++++ Information

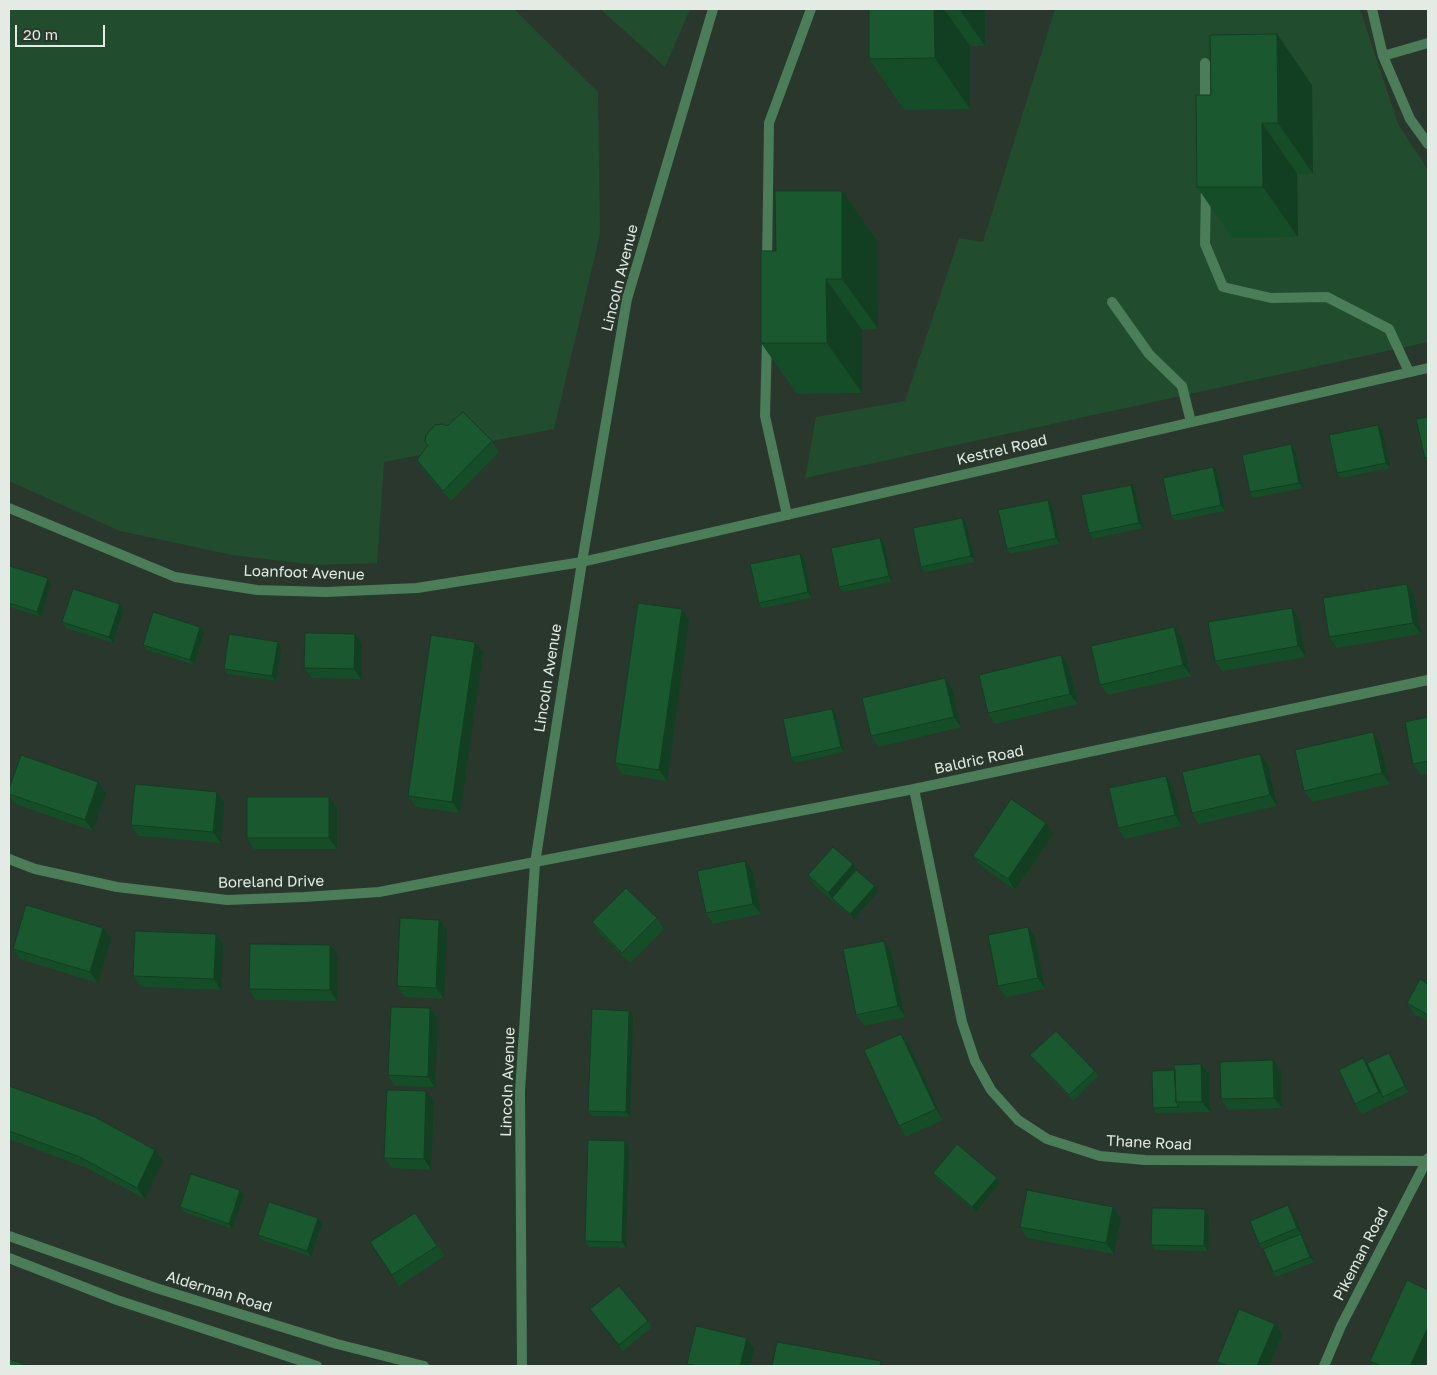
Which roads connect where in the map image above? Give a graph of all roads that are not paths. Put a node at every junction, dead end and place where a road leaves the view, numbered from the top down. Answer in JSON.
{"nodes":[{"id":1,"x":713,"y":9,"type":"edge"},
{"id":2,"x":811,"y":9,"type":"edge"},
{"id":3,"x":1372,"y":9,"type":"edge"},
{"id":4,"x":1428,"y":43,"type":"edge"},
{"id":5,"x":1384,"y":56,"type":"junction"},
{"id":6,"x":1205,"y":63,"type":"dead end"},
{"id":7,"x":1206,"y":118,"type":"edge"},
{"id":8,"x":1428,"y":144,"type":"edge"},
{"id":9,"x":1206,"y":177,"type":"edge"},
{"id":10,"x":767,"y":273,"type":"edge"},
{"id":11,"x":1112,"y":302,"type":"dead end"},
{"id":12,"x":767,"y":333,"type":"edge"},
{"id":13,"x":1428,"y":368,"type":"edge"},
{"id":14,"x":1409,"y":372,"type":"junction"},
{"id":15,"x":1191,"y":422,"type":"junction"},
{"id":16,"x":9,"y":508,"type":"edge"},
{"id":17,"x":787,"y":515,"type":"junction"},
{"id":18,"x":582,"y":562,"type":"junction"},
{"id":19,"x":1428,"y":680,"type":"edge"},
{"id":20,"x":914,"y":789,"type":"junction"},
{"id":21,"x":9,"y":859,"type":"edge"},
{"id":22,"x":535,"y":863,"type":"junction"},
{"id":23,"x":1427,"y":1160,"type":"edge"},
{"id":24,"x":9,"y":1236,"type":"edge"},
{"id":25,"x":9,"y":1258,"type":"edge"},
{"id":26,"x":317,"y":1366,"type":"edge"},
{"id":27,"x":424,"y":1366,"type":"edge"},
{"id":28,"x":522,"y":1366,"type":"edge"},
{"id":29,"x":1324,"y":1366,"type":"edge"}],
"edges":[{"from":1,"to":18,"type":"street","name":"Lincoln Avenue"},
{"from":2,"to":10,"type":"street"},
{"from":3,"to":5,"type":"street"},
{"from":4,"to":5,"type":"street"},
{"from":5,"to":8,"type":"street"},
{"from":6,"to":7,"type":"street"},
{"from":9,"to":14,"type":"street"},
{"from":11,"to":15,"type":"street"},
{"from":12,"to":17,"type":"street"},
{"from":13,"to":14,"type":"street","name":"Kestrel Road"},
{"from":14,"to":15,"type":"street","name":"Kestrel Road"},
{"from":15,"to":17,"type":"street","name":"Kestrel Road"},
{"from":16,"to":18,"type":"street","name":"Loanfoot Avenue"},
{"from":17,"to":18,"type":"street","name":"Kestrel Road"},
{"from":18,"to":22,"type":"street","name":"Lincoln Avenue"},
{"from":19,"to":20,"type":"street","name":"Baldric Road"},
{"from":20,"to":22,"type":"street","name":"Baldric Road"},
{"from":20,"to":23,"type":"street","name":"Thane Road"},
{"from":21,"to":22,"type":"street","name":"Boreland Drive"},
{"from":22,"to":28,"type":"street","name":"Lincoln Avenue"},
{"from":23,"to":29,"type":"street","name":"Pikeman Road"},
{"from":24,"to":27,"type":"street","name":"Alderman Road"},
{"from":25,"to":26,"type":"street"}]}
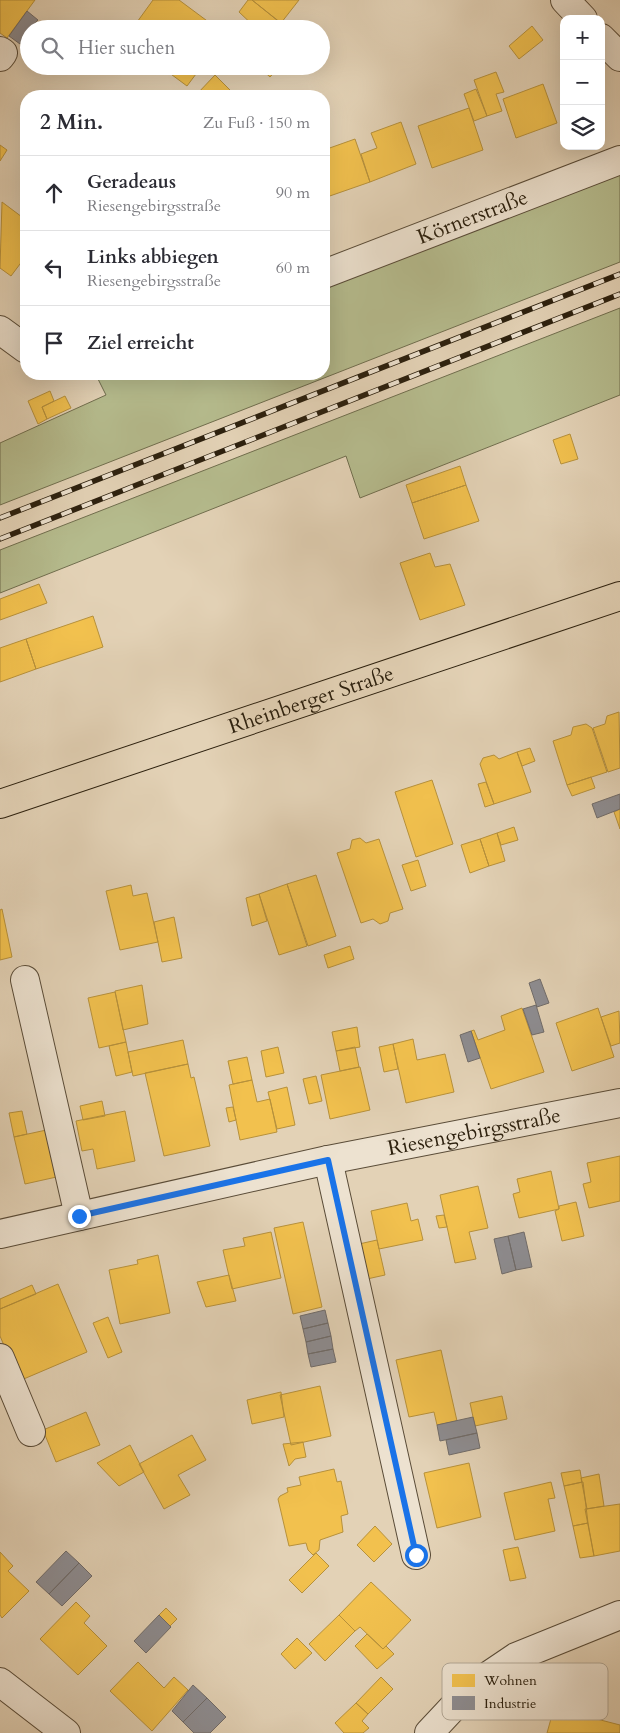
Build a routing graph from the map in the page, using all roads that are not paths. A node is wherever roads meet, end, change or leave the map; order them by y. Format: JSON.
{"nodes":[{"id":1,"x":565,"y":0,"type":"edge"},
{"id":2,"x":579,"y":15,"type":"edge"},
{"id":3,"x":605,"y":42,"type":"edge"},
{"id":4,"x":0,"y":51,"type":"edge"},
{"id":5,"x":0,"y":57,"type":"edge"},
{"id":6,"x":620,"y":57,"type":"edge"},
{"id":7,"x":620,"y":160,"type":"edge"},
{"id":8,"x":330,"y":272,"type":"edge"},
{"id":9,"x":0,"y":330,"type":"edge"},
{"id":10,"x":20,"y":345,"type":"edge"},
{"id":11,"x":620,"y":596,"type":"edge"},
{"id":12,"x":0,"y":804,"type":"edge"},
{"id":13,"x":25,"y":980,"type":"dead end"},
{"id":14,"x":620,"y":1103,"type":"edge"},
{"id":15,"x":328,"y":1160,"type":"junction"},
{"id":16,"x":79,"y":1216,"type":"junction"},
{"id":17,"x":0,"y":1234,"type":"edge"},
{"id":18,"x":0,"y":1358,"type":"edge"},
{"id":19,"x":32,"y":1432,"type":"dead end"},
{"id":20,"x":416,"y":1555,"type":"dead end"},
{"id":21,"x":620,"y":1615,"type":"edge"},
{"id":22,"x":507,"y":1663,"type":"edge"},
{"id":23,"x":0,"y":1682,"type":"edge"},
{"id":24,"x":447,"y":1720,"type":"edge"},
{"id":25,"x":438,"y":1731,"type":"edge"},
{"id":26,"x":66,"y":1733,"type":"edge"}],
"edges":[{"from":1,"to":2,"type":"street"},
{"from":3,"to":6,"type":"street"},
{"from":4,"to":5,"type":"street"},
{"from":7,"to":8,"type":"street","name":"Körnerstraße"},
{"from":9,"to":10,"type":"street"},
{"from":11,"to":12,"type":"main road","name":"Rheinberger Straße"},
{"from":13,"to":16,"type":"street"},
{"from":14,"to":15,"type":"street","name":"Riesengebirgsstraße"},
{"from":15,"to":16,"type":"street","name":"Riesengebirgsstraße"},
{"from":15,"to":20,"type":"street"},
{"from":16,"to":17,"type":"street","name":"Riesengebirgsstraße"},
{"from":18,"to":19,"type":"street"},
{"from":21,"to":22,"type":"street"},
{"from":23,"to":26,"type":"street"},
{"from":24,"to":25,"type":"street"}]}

++++++++

▶ _What the exercise asks_
Strip out the pictures and reproduce the remaining material above exactly.

▶ _Answer to this task_
Which roads connect where in the map image above? Give a graph of all roads that are not paths. Put a node at every junction, dead end and place where a road leaves the view, numbered from the top down. Answer in JSON.
{"nodes":[{"id":1,"x":713,"y":9,"type":"edge"},
{"id":2,"x":811,"y":9,"type":"edge"},
{"id":3,"x":1372,"y":9,"type":"edge"},
{"id":4,"x":1428,"y":43,"type":"edge"},
{"id":5,"x":1384,"y":56,"type":"junction"},
{"id":6,"x":1205,"y":63,"type":"dead end"},
{"id":7,"x":1206,"y":118,"type":"edge"},
{"id":8,"x":1428,"y":144,"type":"edge"},
{"id":9,"x":1206,"y":177,"type":"edge"},
{"id":10,"x":767,"y":273,"type":"edge"},
{"id":11,"x":1112,"y":302,"type":"dead end"},
{"id":12,"x":767,"y":333,"type":"edge"},
{"id":13,"x":1428,"y":368,"type":"edge"},
{"id":14,"x":1409,"y":372,"type":"junction"},
{"id":15,"x":1191,"y":422,"type":"junction"},
{"id":16,"x":9,"y":508,"type":"edge"},
{"id":17,"x":787,"y":515,"type":"junction"},
{"id":18,"x":582,"y":562,"type":"junction"},
{"id":19,"x":1428,"y":680,"type":"edge"},
{"id":20,"x":914,"y":789,"type":"junction"},
{"id":21,"x":9,"y":859,"type":"edge"},
{"id":22,"x":535,"y":863,"type":"junction"},
{"id":23,"x":1427,"y":1160,"type":"edge"},
{"id":24,"x":9,"y":1236,"type":"edge"},
{"id":25,"x":9,"y":1258,"type":"edge"},
{"id":26,"x":317,"y":1366,"type":"edge"},
{"id":27,"x":424,"y":1366,"type":"edge"},
{"id":28,"x":522,"y":1366,"type":"edge"},
{"id":29,"x":1324,"y":1366,"type":"edge"}],
"edges":[{"from":1,"to":18,"type":"street","name":"Lincoln Avenue"},
{"from":2,"to":10,"type":"street"},
{"from":3,"to":5,"type":"street"},
{"from":4,"to":5,"type":"street"},
{"from":5,"to":8,"type":"street"},
{"from":6,"to":7,"type":"street"},
{"from":9,"to":14,"type":"street"},
{"from":11,"to":15,"type":"street"},
{"from":12,"to":17,"type":"street"},
{"from":13,"to":14,"type":"street","name":"Kestrel Road"},
{"from":14,"to":15,"type":"street","name":"Kestrel Road"},
{"from":15,"to":17,"type":"street","name":"Kestrel Road"},
{"from":16,"to":18,"type":"street","name":"Loanfoot Avenue"},
{"from":17,"to":18,"type":"street","name":"Kestrel Road"},
{"from":18,"to":22,"type":"street","name":"Lincoln Avenue"},
{"from":19,"to":20,"type":"street","name":"Baldric Road"},
{"from":20,"to":22,"type":"street","name":"Baldric Road"},
{"from":20,"to":23,"type":"street","name":"Thane Road"},
{"from":21,"to":22,"type":"street","name":"Boreland Drive"},
{"from":22,"to":28,"type":"street","name":"Lincoln Avenue"},
{"from":23,"to":29,"type":"street","name":"Pikeman Road"},
{"from":24,"to":27,"type":"street","name":"Alderman Road"},
{"from":25,"to":26,"type":"street"}]}
Build a routing graph from the map in the page, using all roads that are not paths. A node is wherever roads meet, end, change or leave the map; order them by y. Format: JSON.
{"nodes":[{"id":1,"x":565,"y":0,"type":"edge"},
{"id":2,"x":579,"y":15,"type":"edge"},
{"id":3,"x":605,"y":42,"type":"edge"},
{"id":4,"x":0,"y":51,"type":"edge"},
{"id":5,"x":0,"y":57,"type":"edge"},
{"id":6,"x":620,"y":57,"type":"edge"},
{"id":7,"x":620,"y":160,"type":"edge"},
{"id":8,"x":330,"y":272,"type":"edge"},
{"id":9,"x":0,"y":330,"type":"edge"},
{"id":10,"x":20,"y":345,"type":"edge"},
{"id":11,"x":620,"y":596,"type":"edge"},
{"id":12,"x":0,"y":804,"type":"edge"},
{"id":13,"x":25,"y":980,"type":"dead end"},
{"id":14,"x":620,"y":1103,"type":"edge"},
{"id":15,"x":328,"y":1160,"type":"junction"},
{"id":16,"x":79,"y":1216,"type":"junction"},
{"id":17,"x":0,"y":1234,"type":"edge"},
{"id":18,"x":0,"y":1358,"type":"edge"},
{"id":19,"x":32,"y":1432,"type":"dead end"},
{"id":20,"x":416,"y":1555,"type":"dead end"},
{"id":21,"x":620,"y":1615,"type":"edge"},
{"id":22,"x":507,"y":1663,"type":"edge"},
{"id":23,"x":0,"y":1682,"type":"edge"},
{"id":24,"x":447,"y":1720,"type":"edge"},
{"id":25,"x":438,"y":1731,"type":"edge"},
{"id":26,"x":66,"y":1733,"type":"edge"}],
"edges":[{"from":1,"to":2,"type":"street"},
{"from":3,"to":6,"type":"street"},
{"from":4,"to":5,"type":"street"},
{"from":7,"to":8,"type":"street","name":"Körnerstraße"},
{"from":9,"to":10,"type":"street"},
{"from":11,"to":12,"type":"main road","name":"Rheinberger Straße"},
{"from":13,"to":16,"type":"street"},
{"from":14,"to":15,"type":"street","name":"Riesengebirgsstraße"},
{"from":15,"to":16,"type":"street","name":"Riesengebirgsstraße"},
{"from":15,"to":20,"type":"street"},
{"from":16,"to":17,"type":"street","name":"Riesengebirgsstraße"},
{"from":18,"to":19,"type":"street"},
{"from":21,"to":22,"type":"street"},
{"from":23,"to":26,"type":"street"},
{"from":24,"to":25,"type":"street"}]}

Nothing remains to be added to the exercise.